● **Exercise details**: Bring together every line in the data that includes "hand".

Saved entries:
##############################

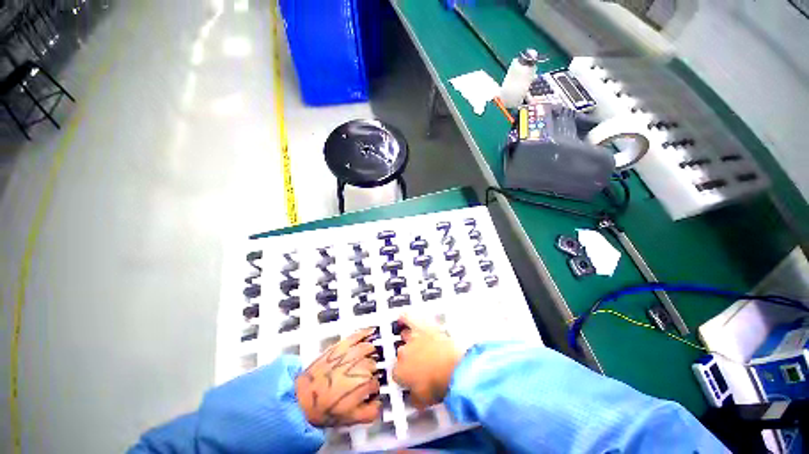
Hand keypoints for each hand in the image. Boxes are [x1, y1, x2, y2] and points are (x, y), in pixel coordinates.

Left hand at [296, 328, 380, 426]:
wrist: (302, 397)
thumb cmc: (323, 408)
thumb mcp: (350, 419)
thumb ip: (371, 412)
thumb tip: (379, 405)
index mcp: (365, 383)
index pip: (377, 383)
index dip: (373, 390)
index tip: (368, 393)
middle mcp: (361, 365)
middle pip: (374, 365)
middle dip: (371, 372)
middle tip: (362, 379)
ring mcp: (352, 352)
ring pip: (370, 349)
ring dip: (371, 354)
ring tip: (367, 359)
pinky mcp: (342, 345)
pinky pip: (358, 335)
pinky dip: (366, 333)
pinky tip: (370, 332)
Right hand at [392, 314, 462, 409]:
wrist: (453, 368)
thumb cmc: (439, 385)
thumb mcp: (424, 401)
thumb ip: (414, 398)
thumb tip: (413, 397)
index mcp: (400, 372)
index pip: (396, 374)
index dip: (405, 377)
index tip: (412, 380)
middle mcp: (402, 353)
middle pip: (401, 354)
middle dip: (408, 358)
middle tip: (419, 364)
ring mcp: (413, 339)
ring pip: (404, 336)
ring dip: (408, 339)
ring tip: (411, 340)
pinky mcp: (423, 328)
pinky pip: (409, 319)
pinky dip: (405, 317)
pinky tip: (403, 316)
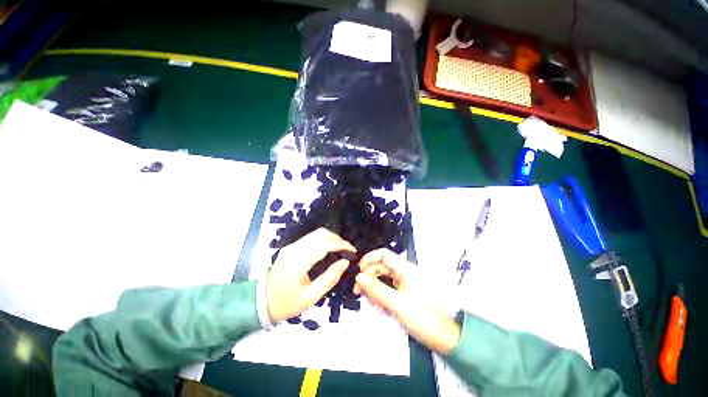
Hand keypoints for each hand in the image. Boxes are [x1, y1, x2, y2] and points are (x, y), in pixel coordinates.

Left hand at [266, 228, 355, 322]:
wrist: (260, 302)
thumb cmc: (286, 304)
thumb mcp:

##############################

● **Task answer**:
Hand keypoints for each hand in the image. Boxes are [x1, y1, x2, y2] and points are (x, y), in pixel coordinates.
Left hand at [296, 328, 380, 426]:
Right hand at [392, 314, 462, 409]:
Hand keypoints for each hand in the image. Boxes are [x1, y1, x2, y2] and points are (x, y), in pixel coordinates.
Left hand at [266, 228, 355, 322]:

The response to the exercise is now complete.